Since we want to take advantage of the Angular CLI tool, we'll need to add a angular-cli.json configuration file to the root of the project. Use the following content as a template for the configuration.

{
    "project": {
        "version": "1.0.0",
        "name": "simple-logger"
    },
    "apps": [
        {
            "tsconfig": "tsconfig.json",
            "mobile": false,
            "root": "src",
            "prefix": "app"
        }
    ],
    "defaults": {
        "styleExt": "css",
        "prefixInterfaces": false,
        "lazyRoutePrefix": "+"
    }
}

index.ts

This file is really the most important element of the solution. It will allow you to publicly expose (can I say that in technical documentation?) or allow clients to find the specified module of the package - which is very important to Angular applications.

The only project member we need to expose is the module itself. The module will actually define what elements of the module are publicly visible - more on that later.

Add a new file index.ts in the app folder. This file will be used to reference the items in the module.

ng generate module simpleLogger

SimpleLoggerModule

We are now ready to add the @NgModule to the project. We can use the CLI to do this. Use the following command to add an Angular module to the project.

ng generate module simpleLogger

Add an export statement to the index.ts file to reference the new module.

export * from './simple-logger/simple-logger.module';

We are now ready to build the module project.

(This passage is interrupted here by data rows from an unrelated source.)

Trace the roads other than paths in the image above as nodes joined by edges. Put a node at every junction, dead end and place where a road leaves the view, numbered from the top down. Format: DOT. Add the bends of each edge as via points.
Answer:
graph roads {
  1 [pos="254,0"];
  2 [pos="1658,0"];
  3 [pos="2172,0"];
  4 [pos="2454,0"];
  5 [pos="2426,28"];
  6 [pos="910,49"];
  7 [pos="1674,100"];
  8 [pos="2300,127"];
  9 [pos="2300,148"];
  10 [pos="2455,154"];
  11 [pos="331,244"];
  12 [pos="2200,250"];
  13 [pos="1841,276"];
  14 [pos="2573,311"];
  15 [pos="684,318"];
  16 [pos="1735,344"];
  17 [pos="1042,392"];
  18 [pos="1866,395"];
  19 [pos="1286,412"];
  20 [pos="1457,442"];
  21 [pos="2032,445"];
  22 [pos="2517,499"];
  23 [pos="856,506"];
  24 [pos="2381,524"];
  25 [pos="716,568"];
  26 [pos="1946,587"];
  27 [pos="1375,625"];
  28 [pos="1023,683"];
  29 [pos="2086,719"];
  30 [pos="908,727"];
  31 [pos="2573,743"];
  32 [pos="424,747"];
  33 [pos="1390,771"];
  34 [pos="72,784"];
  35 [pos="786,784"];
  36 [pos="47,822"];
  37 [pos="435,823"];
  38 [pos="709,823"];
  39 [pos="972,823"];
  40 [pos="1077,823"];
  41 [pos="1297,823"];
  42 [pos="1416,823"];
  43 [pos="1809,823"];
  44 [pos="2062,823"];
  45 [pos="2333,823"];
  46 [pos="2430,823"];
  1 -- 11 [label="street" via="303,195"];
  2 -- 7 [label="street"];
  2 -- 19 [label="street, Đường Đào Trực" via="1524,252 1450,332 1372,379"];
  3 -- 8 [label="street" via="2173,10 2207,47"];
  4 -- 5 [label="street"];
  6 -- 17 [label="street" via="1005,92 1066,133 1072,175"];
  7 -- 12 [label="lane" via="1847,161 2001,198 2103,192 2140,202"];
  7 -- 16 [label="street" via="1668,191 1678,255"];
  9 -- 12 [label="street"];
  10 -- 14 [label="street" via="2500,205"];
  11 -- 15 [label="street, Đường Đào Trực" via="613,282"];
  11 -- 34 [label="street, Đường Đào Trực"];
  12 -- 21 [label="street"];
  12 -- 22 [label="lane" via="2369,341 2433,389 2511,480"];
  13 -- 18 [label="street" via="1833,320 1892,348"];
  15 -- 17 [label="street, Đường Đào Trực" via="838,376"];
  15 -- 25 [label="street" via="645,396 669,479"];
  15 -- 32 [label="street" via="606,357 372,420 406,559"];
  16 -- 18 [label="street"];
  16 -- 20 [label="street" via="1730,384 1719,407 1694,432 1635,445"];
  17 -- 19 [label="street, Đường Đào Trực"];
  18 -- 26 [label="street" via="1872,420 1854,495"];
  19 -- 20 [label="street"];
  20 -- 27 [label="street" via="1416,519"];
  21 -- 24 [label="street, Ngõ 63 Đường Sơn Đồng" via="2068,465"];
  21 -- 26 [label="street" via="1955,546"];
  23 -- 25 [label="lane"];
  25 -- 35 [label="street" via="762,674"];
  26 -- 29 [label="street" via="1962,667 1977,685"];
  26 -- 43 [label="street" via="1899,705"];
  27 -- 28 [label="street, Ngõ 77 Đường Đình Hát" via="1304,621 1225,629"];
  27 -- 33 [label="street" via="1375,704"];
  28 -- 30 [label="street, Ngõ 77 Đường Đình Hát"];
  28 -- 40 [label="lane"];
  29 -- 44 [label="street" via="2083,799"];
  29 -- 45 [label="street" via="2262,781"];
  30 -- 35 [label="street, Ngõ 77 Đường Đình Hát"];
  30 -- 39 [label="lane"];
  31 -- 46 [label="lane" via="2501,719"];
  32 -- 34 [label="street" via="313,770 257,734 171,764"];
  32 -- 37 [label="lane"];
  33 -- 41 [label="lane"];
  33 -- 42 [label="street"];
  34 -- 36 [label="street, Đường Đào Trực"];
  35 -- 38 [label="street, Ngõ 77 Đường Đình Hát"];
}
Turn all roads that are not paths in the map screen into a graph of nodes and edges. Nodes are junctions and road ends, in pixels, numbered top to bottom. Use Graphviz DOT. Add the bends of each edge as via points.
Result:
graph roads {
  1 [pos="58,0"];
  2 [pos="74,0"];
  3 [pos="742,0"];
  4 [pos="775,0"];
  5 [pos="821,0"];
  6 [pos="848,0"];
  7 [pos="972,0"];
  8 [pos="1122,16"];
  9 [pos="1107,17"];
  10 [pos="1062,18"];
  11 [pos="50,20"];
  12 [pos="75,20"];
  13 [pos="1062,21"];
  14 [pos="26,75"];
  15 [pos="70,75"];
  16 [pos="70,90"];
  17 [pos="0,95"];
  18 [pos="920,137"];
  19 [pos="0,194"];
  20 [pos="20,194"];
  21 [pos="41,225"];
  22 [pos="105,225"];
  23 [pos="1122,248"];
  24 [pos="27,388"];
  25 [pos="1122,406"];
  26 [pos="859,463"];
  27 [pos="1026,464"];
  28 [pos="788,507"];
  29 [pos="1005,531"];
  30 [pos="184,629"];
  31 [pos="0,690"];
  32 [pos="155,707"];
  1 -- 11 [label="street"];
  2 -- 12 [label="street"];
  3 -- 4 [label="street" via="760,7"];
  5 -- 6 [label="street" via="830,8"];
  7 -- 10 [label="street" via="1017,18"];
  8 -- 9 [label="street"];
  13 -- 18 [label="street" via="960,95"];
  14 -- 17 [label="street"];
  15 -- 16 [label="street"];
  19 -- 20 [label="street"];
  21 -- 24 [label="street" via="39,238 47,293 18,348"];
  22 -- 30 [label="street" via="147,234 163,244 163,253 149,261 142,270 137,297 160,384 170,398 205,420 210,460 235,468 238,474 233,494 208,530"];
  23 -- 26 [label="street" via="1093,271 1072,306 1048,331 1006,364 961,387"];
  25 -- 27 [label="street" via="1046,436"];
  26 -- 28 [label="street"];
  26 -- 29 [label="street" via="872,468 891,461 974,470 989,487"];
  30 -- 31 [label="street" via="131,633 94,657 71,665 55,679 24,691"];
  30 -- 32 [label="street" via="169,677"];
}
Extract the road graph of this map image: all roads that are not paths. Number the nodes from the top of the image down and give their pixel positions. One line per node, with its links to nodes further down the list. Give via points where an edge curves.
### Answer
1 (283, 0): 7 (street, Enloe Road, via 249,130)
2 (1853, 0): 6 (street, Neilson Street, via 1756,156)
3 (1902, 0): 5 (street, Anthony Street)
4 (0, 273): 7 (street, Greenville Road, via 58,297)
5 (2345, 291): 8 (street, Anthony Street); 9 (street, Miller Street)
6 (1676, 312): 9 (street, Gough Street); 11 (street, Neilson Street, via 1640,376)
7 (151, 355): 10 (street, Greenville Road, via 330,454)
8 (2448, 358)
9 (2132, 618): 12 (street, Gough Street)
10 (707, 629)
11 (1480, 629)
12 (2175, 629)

.\node_modules\.bin\ngc .\tsconfig.json

The dist folder will be created (as indicated in our outDir setting in the tsconfig.json) - with the output of the ngc compile operation.

SimpleLoggerService

Use the Angular CLI to create a service for the module.

ng generate service simple-logger\simpleLogger

The CLI creates a service class with the @Injectable decorator.

simple-logger.service.ts

import { Injectable } from '@angular/core';

@Injectable()
export class SimpleLoggerService {
  constructor() { }
}

Since we have a new member of the module, we can add it to the index.ts file.

export * from './simple-logger/simple-logger.service';

Run the build command to create the index.js file in the dist folder.

.\node_modules\.bin\ngc .\tsconfig.json

export * from './simple-logger/simple-logger.module';
export * from './simple-logger/simple-logger.service';
//# sourceMappingURL=index.js.map

Severity Enum,

We will now create a new member of the module. Remember to add the item to the index.ts file.

ng generate enum simple-logger\severity

The output of the CLI operation is:

export enum Severity {
}

Add some enum options.

export enum Severity {
    Information = 1,
    Warning = 2,
    Error = 3,
    Critical = 4,
    Debug = 5
}

Add A Module Feature

Now that we have a service, we can add some functionality to make it more useful.

import { Injectable } from '@angular/core';
import { Severity } from './severity.enum';

@Injectable()
export class SimpleLoggerService {

  private source: string;
  private severity: Severity;
  private message: string;
  private timestamp: Date;

  constructor() { }

  /**
   * Use to create a log item in the application console.
   * @param source 
   * @param severity 
   * @param message 
   */
  log(source: string, severity: Severity, message: string) {
    this.source = source;
    this.severity = severity;
    this.message = message;
    this.timestamp = new Date();
    const msg = `${this.message}`;

    console.log(`${this.severity} from ${this.source}: ${msg} (${this.timestamp})`);
  }
}

Dist Package.json Configuration

In order to publish the module, we will need to provide some information to the output of the build process. The dist folder needs a package.json file with some similar configuration - but with a slight change to the dependency section.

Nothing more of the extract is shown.